Tragedies seem so much part of daily life that many of us are fatigued, afraid, and depressed by what feels like a downward spiral that scatters hope like tumbleweed. Mass shootings. Climate change. Innocent lives lost to political, police, or domestic violence.
The inimitable apocalypse often seems to be stalking each one of us.
But even as it often feels that everything is getting worse, some find the resilience to stand on the precipice of disaster and marshal the hopes and dreams we still have to affect change and make life better, proving we should be more optimistic about our collective futures.

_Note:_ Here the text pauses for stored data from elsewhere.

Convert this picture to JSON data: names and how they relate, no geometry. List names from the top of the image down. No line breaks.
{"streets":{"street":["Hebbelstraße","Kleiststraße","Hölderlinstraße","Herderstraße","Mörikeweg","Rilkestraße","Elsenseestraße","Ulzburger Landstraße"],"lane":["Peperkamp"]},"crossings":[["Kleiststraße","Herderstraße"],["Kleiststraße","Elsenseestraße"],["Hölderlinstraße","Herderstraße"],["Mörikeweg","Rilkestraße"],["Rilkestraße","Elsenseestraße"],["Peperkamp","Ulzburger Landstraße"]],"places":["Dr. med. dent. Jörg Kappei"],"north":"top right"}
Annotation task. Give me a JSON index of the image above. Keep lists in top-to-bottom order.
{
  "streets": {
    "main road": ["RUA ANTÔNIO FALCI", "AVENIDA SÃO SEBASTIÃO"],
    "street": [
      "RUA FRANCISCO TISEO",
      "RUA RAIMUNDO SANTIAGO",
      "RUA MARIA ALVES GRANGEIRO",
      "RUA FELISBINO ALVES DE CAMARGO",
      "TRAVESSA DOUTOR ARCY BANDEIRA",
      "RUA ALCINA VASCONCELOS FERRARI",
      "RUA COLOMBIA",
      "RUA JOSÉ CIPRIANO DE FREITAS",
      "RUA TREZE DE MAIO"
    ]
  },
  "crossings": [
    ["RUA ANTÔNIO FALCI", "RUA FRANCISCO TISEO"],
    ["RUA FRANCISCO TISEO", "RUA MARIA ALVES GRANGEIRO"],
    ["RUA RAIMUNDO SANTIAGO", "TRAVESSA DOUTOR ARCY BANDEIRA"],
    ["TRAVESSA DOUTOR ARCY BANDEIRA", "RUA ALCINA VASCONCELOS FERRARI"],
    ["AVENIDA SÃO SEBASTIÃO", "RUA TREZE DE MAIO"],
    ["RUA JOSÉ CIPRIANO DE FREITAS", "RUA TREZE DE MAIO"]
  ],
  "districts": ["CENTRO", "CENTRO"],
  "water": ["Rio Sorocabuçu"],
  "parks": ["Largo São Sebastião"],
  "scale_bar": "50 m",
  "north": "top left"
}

In its next program, Common Ground with Jane Whitney will profile changemakers who are living proof that progress is possible – and is already happening all around us, even if most of us don’t acknowledge it. They will discuss how stories about disaster so often eclipse the inspirational, describe how they managed to change the world, and outline ways all of us can contribute to our communities and countries.
Melanie DeMore is a Grammy-nominated “vocal activist” who uses music to uplift people and bring them together. A composer, singer, conductor, and mentor, DeMore creates and rejoices in African American folk music, including a tradition called “stick pounding” created by enslaved people in South Carolina’s Sea Islands. To DeMore, the purpose of life is “for the seeking and sharing of light, joy, and deep love for what moves you.” DeMore was a founding member of the Grammy-nominated Linda Tillery and the Cultural Heritage Choir, and she is also involved with Black Lives Matter and GALA, the gay and lesbian choral society.
state senator sarah mcbride
Sarah McBride is a politician and LGBTQ+ rights activist who made history in 2020 when she became the country’s first openly transgender state senator. A lifelong changemaker, McBride volunteered on her first campaign when she was 14, led Delaware’s chapter of Young Democrats at 17, and became the first openly transgender person to work at the White House, interning there after graduating from college. She went on to successfully lobby Delaware’s legislature to pass a law prohibiting discrimination based on gender identity and then to work as the Communications Secretary for Human Rights Campaign, an LGBTQ+ civil rights organization.
state senator mallory mcmorrow
Mallory McMorrow is the Senate Majority Whip of Michigan who went viral in 2022 for her blazing speech condemning a fellow lawmaker for using hateful language to stir up fear about her and the Democratic party. Since getting elected in 2018, McMorrow has achieved a slate of policy wins such as repealing Michigan’s tampon tax, assisting businesses hit by the pandemic, and establishing a program for victims of domestic violence.
Kyle Spencer is the author of Raising Them Right, a book detailing her four-year investigation into how the Republican party recruits young people and how it, subsequently, turns them into stewards of the cause who attract their peers. A contributor to The New York Times whose work has appeared both in Politico and The Atlantic, Spencer has also written influential pieces on inequality in public schools.
Shannon Watts is a gun-safety activist and founder of Moms Demand Action, a nationwide movement with nearly 10 million supporters fighting for public safety measures to prevent gun violence. The mother of five and a former communications executive, she now serves on the board of Emerge America, one of the top organizations in the country for recruiting and training women to run for office, and Advance Peace, a community-based association that invests in the growth of urban neighborhoods to stop cyclical and retaliatory gun violence.